Supplied records:
────────────────────────────────────────
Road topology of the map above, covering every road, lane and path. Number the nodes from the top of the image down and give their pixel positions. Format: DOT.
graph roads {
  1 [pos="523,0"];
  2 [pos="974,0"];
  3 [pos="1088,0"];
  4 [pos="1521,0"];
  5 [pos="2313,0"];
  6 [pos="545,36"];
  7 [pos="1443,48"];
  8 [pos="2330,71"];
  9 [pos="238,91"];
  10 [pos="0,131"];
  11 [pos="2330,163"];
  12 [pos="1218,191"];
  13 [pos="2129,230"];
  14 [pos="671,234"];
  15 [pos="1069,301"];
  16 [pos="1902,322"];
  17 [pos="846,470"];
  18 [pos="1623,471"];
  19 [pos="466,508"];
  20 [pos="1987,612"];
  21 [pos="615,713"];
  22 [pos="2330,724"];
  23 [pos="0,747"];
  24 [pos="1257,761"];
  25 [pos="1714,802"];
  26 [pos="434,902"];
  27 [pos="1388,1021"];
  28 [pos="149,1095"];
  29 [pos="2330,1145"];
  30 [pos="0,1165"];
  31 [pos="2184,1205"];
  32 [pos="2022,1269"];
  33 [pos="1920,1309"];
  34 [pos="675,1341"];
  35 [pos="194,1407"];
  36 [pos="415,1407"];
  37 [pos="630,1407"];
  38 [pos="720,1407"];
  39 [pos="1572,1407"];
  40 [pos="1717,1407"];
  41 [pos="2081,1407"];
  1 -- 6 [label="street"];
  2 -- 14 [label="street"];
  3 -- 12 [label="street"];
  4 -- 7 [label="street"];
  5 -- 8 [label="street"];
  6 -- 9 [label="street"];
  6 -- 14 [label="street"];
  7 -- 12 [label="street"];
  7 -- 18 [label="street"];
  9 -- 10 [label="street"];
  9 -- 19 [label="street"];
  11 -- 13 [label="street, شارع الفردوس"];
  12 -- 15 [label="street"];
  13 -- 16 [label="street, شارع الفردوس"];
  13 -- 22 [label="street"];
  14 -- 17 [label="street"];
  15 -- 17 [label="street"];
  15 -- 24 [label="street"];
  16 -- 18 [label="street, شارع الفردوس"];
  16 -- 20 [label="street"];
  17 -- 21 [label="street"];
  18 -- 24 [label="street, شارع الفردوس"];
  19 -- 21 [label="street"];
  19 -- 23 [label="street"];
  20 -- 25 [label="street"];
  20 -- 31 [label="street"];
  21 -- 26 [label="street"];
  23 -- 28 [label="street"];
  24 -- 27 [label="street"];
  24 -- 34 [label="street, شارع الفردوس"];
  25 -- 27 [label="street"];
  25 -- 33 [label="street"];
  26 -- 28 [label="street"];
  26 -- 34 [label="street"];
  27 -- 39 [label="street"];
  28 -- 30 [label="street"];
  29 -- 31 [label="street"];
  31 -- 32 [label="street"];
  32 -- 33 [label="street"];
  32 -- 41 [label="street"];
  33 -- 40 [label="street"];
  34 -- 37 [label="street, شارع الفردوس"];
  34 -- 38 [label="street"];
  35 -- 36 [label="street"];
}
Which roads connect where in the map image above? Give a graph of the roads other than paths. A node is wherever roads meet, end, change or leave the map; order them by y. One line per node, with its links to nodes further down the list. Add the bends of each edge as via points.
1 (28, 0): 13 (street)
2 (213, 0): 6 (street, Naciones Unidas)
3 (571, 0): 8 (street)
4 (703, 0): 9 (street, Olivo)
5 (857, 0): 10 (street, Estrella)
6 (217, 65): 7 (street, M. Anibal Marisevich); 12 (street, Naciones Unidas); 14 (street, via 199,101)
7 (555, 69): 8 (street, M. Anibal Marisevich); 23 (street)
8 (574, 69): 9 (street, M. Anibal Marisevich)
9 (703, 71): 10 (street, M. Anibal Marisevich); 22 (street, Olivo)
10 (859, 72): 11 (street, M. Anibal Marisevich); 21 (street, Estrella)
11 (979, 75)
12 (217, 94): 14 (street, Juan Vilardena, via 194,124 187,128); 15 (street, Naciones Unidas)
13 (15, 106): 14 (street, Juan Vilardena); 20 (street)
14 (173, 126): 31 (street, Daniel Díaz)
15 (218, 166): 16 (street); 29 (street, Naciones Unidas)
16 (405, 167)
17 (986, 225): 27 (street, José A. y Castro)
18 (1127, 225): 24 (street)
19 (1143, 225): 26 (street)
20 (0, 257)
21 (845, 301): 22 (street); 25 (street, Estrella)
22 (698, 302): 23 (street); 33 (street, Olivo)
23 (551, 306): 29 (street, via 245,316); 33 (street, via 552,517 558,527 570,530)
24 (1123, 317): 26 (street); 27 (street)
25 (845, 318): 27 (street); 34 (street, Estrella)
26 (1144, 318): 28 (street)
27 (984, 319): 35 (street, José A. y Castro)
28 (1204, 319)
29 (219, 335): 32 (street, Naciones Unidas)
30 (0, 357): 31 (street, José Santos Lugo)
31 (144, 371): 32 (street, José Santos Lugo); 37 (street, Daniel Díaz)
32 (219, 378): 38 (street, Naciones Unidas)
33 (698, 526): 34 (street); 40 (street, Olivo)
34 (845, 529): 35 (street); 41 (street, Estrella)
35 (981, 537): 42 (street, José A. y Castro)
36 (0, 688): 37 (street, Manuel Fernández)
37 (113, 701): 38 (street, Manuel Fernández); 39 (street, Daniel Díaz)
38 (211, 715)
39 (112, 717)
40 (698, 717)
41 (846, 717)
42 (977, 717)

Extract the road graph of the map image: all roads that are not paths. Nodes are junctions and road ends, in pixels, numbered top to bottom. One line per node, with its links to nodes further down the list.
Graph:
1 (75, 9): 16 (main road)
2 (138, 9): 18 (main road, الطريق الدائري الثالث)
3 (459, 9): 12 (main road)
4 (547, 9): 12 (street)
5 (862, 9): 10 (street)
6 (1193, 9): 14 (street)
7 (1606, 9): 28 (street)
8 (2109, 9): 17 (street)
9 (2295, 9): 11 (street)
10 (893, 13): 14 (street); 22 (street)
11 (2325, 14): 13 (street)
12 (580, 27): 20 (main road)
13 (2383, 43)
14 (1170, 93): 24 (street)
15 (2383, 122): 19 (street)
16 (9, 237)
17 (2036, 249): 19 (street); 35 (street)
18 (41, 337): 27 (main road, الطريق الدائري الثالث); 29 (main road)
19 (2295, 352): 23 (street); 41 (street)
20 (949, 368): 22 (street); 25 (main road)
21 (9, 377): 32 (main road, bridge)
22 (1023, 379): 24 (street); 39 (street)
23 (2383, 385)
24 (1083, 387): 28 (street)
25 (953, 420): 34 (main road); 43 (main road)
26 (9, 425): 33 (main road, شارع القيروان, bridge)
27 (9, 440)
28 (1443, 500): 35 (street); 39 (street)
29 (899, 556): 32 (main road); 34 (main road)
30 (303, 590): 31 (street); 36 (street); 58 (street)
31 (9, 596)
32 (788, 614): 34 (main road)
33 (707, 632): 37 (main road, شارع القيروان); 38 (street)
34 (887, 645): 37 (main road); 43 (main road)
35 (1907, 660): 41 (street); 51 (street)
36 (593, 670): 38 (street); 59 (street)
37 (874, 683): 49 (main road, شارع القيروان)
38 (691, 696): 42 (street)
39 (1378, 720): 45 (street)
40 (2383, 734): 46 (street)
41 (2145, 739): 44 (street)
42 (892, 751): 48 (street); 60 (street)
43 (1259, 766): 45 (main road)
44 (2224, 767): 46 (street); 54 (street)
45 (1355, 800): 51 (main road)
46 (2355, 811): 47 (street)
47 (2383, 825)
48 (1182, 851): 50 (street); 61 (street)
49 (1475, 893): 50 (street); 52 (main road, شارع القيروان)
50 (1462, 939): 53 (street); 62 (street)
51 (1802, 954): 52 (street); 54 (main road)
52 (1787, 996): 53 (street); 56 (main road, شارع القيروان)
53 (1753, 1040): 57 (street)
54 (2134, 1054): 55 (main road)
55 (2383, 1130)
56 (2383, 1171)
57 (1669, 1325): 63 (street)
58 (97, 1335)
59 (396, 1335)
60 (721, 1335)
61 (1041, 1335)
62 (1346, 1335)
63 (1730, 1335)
────────────────────────────────────────
Problem to work on: Look for the string "Olivo" in the records, and copy every line where it is found.

Answer box:
4 (703, 0): 9 (street, Olivo)
9 (703, 71): 10 (street, M. Anibal Marisevich); 22 (street, Olivo)
22 (698, 302): 23 (street); 33 (street, Olivo)
33 (698, 526): 34 (street); 40 (street, Olivo)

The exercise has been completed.